* Goal of the exercise
Exactly as written, print each record in the listing.

===== Records shown

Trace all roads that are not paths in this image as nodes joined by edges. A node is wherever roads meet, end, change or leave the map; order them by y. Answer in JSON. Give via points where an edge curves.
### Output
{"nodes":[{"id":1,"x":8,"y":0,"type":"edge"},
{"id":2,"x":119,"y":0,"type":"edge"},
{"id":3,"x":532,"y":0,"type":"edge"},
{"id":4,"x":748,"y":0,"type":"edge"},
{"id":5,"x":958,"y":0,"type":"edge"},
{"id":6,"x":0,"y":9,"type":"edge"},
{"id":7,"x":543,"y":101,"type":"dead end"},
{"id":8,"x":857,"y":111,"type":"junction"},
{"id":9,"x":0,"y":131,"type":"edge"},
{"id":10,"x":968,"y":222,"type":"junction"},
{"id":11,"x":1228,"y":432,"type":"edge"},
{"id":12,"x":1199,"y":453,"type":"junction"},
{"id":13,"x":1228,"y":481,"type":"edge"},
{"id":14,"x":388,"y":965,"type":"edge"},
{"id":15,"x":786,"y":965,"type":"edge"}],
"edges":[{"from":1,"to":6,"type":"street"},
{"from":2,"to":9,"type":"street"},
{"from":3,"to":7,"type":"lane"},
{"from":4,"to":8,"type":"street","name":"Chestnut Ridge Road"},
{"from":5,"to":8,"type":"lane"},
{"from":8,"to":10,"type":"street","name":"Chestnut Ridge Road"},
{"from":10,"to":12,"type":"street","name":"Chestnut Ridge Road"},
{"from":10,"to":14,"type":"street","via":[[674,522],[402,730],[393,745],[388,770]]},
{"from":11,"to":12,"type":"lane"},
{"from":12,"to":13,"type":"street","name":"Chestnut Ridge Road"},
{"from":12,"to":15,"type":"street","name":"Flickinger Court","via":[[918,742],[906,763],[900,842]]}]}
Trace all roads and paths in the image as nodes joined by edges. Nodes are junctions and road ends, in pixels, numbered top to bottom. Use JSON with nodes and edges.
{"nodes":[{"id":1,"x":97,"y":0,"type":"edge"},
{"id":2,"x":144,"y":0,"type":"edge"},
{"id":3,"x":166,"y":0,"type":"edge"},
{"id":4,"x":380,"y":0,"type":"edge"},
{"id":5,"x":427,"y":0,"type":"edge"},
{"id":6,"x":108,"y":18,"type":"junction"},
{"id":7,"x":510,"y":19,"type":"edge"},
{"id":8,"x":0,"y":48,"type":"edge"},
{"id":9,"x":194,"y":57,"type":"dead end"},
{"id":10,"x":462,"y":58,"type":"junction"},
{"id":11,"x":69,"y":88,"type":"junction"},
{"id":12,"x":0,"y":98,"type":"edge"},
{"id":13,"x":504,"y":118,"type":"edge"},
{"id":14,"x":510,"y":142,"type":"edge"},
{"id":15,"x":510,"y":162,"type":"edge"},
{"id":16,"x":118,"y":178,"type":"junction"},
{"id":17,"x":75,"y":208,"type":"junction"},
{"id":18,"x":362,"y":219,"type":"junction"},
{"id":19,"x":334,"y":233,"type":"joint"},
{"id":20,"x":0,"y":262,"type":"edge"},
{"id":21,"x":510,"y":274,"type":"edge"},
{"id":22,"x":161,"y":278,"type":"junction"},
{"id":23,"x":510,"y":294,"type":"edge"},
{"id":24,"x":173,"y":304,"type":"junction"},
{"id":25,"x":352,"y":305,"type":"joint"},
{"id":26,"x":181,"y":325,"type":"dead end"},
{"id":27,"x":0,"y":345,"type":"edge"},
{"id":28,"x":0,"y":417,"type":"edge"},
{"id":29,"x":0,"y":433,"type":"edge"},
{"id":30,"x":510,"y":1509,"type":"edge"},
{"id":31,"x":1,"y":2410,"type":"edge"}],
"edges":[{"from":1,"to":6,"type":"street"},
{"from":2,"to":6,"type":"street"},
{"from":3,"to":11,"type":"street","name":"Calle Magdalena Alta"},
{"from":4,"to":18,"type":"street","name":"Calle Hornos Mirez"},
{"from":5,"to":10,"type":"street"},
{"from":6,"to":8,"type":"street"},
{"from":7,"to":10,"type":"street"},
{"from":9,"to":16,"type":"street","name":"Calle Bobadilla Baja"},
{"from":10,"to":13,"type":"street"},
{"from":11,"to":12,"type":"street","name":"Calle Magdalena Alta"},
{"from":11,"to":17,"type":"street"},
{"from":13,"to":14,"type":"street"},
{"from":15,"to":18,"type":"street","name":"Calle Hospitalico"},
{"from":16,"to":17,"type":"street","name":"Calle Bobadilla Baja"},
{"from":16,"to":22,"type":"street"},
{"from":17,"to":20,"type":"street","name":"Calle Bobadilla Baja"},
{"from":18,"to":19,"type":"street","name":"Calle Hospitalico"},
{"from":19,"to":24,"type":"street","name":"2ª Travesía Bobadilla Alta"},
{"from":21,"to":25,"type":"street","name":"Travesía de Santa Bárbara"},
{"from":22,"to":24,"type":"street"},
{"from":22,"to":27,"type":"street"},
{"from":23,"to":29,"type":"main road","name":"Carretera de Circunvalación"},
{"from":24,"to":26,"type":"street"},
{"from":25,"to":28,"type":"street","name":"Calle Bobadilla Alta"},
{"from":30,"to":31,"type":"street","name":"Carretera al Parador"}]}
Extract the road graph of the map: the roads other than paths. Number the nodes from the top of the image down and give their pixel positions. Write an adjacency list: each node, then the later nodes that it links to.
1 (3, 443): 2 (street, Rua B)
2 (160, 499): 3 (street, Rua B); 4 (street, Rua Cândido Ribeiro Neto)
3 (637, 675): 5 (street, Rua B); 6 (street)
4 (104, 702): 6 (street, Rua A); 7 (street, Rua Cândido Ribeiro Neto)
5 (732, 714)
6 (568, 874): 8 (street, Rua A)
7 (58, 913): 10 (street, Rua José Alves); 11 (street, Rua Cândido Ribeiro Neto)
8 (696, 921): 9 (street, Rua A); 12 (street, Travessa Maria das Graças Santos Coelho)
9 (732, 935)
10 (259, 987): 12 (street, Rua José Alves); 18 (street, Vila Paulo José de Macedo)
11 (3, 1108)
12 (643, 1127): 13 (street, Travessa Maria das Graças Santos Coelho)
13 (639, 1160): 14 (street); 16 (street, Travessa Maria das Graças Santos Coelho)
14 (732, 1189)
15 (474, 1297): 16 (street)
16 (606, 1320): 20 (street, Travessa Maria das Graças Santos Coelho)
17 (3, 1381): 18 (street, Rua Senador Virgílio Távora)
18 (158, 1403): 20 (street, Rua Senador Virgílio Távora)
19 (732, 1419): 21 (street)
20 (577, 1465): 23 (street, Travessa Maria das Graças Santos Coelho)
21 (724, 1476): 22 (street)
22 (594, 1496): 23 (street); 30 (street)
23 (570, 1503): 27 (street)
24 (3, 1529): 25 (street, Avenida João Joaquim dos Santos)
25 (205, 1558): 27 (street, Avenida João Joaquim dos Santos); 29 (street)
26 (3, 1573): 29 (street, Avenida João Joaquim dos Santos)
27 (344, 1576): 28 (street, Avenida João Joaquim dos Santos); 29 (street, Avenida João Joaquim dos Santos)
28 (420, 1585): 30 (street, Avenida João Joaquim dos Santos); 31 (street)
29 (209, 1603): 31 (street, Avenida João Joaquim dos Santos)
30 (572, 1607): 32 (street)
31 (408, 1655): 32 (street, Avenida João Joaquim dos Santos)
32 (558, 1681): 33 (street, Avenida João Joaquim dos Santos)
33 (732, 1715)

==========

* Solution
Trace all roads that are not paths in this image as nodes joined by edges. A node is wherever roads meet, end, change or leave the map; order them by y. Answer in JSON. Give via points where an edge curves.
### Output
{"nodes":[{"id":1,"x":8,"y":0,"type":"edge"},
{"id":2,"x":119,"y":0,"type":"edge"},
{"id":3,"x":532,"y":0,"type":"edge"},
{"id":4,"x":748,"y":0,"type":"edge"},
{"id":5,"x":958,"y":0,"type":"edge"},
{"id":6,"x":0,"y":9,"type":"edge"},
{"id":7,"x":543,"y":101,"type":"dead end"},
{"id":8,"x":857,"y":111,"type":"junction"},
{"id":9,"x":0,"y":131,"type":"edge"},
{"id":10,"x":968,"y":222,"type":"junction"},
{"id":11,"x":1228,"y":432,"type":"edge"},
{"id":12,"x":1199,"y":453,"type":"junction"},
{"id":13,"x":1228,"y":481,"type":"edge"},
{"id":14,"x":388,"y":965,"type":"edge"},
{"id":15,"x":786,"y":965,"type":"edge"}],
"edges":[{"from":1,"to":6,"type":"street"},
{"from":2,"to":9,"type":"street"},
{"from":3,"to":7,"type":"lane"},
{"from":4,"to":8,"type":"street","name":"Chestnut Ridge Road"},
{"from":5,"to":8,"type":"lane"},
{"from":8,"to":10,"type":"street","name":"Chestnut Ridge Road"},
{"from":10,"to":12,"type":"street","name":"Chestnut Ridge Road"},
{"from":10,"to":14,"type":"street","via":[[674,522],[402,730],[393,745],[388,770]]},
{"from":11,"to":12,"type":"lane"},
{"from":12,"to":13,"type":"street","name":"Chestnut Ridge Road"},
{"from":12,"to":15,"type":"street","name":"Flickinger Court","via":[[918,742],[906,763],[900,842]]}]}
Trace all roads and paths in the image as nodes joined by edges. Nodes are junctions and road ends, in pixels, numbered top to bottom. Use JSON with nodes and edges.
{"nodes":[{"id":1,"x":97,"y":0,"type":"edge"},
{"id":2,"x":144,"y":0,"type":"edge"},
{"id":3,"x":166,"y":0,"type":"edge"},
{"id":4,"x":380,"y":0,"type":"edge"},
{"id":5,"x":427,"y":0,"type":"edge"},
{"id":6,"x":108,"y":18,"type":"junction"},
{"id":7,"x":510,"y":19,"type":"edge"},
{"id":8,"x":0,"y":48,"type":"edge"},
{"id":9,"x":194,"y":57,"type":"dead end"},
{"id":10,"x":462,"y":58,"type":"junction"},
{"id":11,"x":69,"y":88,"type":"junction"},
{"id":12,"x":0,"y":98,"type":"edge"},
{"id":13,"x":504,"y":118,"type":"edge"},
{"id":14,"x":510,"y":142,"type":"edge"},
{"id":15,"x":510,"y":162,"type":"edge"},
{"id":16,"x":118,"y":178,"type":"junction"},
{"id":17,"x":75,"y":208,"type":"junction"},
{"id":18,"x":362,"y":219,"type":"junction"},
{"id":19,"x":334,"y":233,"type":"joint"},
{"id":20,"x":0,"y":262,"type":"edge"},
{"id":21,"x":510,"y":274,"type":"edge"},
{"id":22,"x":161,"y":278,"type":"junction"},
{"id":23,"x":510,"y":294,"type":"edge"},
{"id":24,"x":173,"y":304,"type":"junction"},
{"id":25,"x":352,"y":305,"type":"joint"},
{"id":26,"x":181,"y":325,"type":"dead end"},
{"id":27,"x":0,"y":345,"type":"edge"},
{"id":28,"x":0,"y":417,"type":"edge"},
{"id":29,"x":0,"y":433,"type":"edge"},
{"id":30,"x":510,"y":1509,"type":"edge"},
{"id":31,"x":1,"y":2410,"type":"edge"}],
"edges":[{"from":1,"to":6,"type":"street"},
{"from":2,"to":6,"type":"street"},
{"from":3,"to":11,"type":"street","name":"Calle Magdalena Alta"},
{"from":4,"to":18,"type":"street","name":"Calle Hornos Mirez"},
{"from":5,"to":10,"type":"street"},
{"from":6,"to":8,"type":"street"},
{"from":7,"to":10,"type":"street"},
{"from":9,"to":16,"type":"street","name":"Calle Bobadilla Baja"},
{"from":10,"to":13,"type":"street"},
{"from":11,"to":12,"type":"street","name":"Calle Magdalena Alta"},
{"from":11,"to":17,"type":"street"},
{"from":13,"to":14,"type":"street"},
{"from":15,"to":18,"type":"street","name":"Calle Hospitalico"},
{"from":16,"to":17,"type":"street","name":"Calle Bobadilla Baja"},
{"from":16,"to":22,"type":"street"},
{"from":17,"to":20,"type":"street","name":"Calle Bobadilla Baja"},
{"from":18,"to":19,"type":"street","name":"Calle Hospitalico"},
{"from":19,"to":24,"type":"street","name":"2ª Travesía Bobadilla Alta"},
{"from":21,"to":25,"type":"street","name":"Travesía de Santa Bárbara"},
{"from":22,"to":24,"type":"street"},
{"from":22,"to":27,"type":"street"},
{"from":23,"to":29,"type":"main road","name":"Carretera de Circunvalación"},
{"from":24,"to":26,"type":"street"},
{"from":25,"to":28,"type":"street","name":"Calle Bobadilla Alta"},
{"from":30,"to":31,"type":"street","name":"Carretera al Parador"}]}
Extract the road graph of the map: the roads other than paths. Number the nodes from the top of the image down and give their pixel positions. Write an adjacency list: each node, then the later nodes that it links to.
1 (3, 443): 2 (street, Rua B)
2 (160, 499): 3 (street, Rua B); 4 (street, Rua Cândido Ribeiro Neto)
3 (637, 675): 5 (street, Rua B); 6 (street)
4 (104, 702): 6 (street, Rua A); 7 (street, Rua Cândido Ribeiro Neto)
5 (732, 714)
6 (568, 874): 8 (street, Rua A)
7 (58, 913): 10 (street, Rua José Alves); 11 (street, Rua Cândido Ribeiro Neto)
8 (696, 921): 9 (street, Rua A); 12 (street, Travessa Maria das Graças Santos Coelho)
9 (732, 935)
10 (259, 987): 12 (street, Rua José Alves); 18 (street, Vila Paulo José de Macedo)
11 (3, 1108)
12 (643, 1127): 13 (street, Travessa Maria das Graças Santos Coelho)
13 (639, 1160): 14 (street); 16 (street, Travessa Maria das Graças Santos Coelho)
14 (732, 1189)
15 (474, 1297): 16 (street)
16 (606, 1320): 20 (street, Travessa Maria das Graças Santos Coelho)
17 (3, 1381): 18 (street, Rua Senador Virgílio Távora)
18 (158, 1403): 20 (street, Rua Senador Virgílio Távora)
19 (732, 1419): 21 (street)
20 (577, 1465): 23 (street, Travessa Maria das Graças Santos Coelho)
21 (724, 1476): 22 (street)
22 (594, 1496): 23 (street); 30 (street)
23 (570, 1503): 27 (street)
24 (3, 1529): 25 (street, Avenida João Joaquim dos Santos)
25 (205, 1558): 27 (street, Avenida João Joaquim dos Santos); 29 (street)
26 (3, 1573): 29 (street, Avenida João Joaquim dos Santos)
27 (344, 1576): 28 (street, Avenida João Joaquim dos Santos); 29 (street, Avenida João Joaquim dos Santos)
28 (420, 1585): 30 (street, Avenida João Joaquim dos Santos); 31 (street)
29 (209, 1603): 31 (street, Avenida João Joaquim dos Santos)
30 (572, 1607): 32 (street)
31 (408, 1655): 32 (street, Avenida João Joaquim dos Santos)
32 (558, 1681): 33 (street, Avenida João Joaquim dos Santos)
33 (732, 1715)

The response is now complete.